Some payments executives contend that both networks realize the value community banks bring to the table and are working to be more inclusive.

“There is an effort by Visa and MasterCard to boost relations with small banks and part of it is working through [EFT] networks like us,” says Dan Kramer, senior vice president for Des Moines, Iowa-based Shazam Network. “Visa and MasterCard, like the banking industry in general, realize there needs to be a better balance between large and small banks in the eyes of consumers.”

One way small banks can raise their voice within the Visa and MasterCard system is to work collectively to find processors and solution providers that can deliver new value-added products to strengthen their hand with consumers and generate more volume for merchants, according to Schulte.

As networks and technology facilitators, Visa and MasterCard are well-suited to fill that role. Whether they will lend a helping hand remains to be seen.

For Tokenization Tech, Banks Turn to an Entity They Own—TCH

Visa Inc. and MasterCard Inc. in competition with the banks that once owned them? It may not be as far-fetched as it seems.

In June, The Clearing House Payments Co. LLC (TCH), a New York-based processor owned by 22 big banks, announced it is developing a server-based switch that will use tokenization technology to mask consumers’ banking information when they perform transactions.

Both Visa and MasterCard have developed their own tokenization technologies. Given the networks’ long-standing relationships with banks, leveraging their offerings would seem a logical choice.

Meanwhile, TCH is best known as a processor of check images and as the nation’s only private-sector operator, or switch, for the automated clearing house network. It would seem a curious choice until, as some observers have pointed out, you realize banks still own TCH, while their control of the card networks ended with the IPOs years ago.

TCH declined comment for this story.

The big benefit of tokenization is that it provides iron-clad security for transaction data by creating a single-use card. Sensitive card data sent from a merchant to its processor are replaced with a unique set of encrypted symbols that are translated by the processor, which then sends back a tokenized authorization code. Even if hackers can break a token’s encryption code, the underlying data are useless.

Although TCH’s owners have elected to develop their own tokenization technology, some payments experts caution not to read too much into the move as it relates to their relationships with Visa and MasterCard. While the two networks have a history of developing new technology, especially around security, they are first and foremost networks.

“Neither MasterCard nor Visa is a technology company. They are networks that rely on technology they and their licensees use to process their products,” says Eric Grover, principal of Minden, Nev.-based consultancy Intrepid Ventures. 

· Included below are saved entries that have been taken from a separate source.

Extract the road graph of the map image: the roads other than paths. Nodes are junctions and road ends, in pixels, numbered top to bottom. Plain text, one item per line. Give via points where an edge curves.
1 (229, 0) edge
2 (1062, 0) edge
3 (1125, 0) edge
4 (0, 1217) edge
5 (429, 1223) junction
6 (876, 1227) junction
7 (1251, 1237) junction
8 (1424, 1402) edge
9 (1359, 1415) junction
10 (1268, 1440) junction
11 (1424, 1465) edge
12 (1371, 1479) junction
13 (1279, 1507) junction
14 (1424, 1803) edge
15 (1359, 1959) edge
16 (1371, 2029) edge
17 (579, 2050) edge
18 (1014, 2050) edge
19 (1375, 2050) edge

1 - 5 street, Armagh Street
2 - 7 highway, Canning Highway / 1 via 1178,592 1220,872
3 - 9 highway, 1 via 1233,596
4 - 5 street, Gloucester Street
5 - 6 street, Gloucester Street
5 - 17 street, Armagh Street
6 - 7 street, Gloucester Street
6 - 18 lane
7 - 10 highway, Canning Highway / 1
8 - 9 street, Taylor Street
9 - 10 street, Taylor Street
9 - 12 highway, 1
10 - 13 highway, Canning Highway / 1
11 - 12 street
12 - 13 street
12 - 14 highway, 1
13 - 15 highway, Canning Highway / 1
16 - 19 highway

Nor should it be forgotten that large banks have a history of developing entities that compete with Visa and MasterCard for transaction volume, such as the ACH. “These types of moves by banks are not unnatural. Even when they owned Visa and MasterCard, banks didn’t run every payment transaction through them,” says Todd Ablowitz, president of Centennial, Colo.-based Double Diamond Group.

If nothing else, the move by TCH is most likely an indication that banks are hedging their bets when it comes to future security initiatives, especially around digital wallets.

“The competition has changed from when Visa and MasterCard were membership organizations. It’s no longer American Express and Discover, there’s PayPal, Square, Google, and a host of other non-traditional players,” says Madeline Aufseeser, a senior analyst with Boston-based Aite Group. “Banks may be placing multiple bets as to which technology will win out, but they aren’t about to give up on Visa and MasterCard.”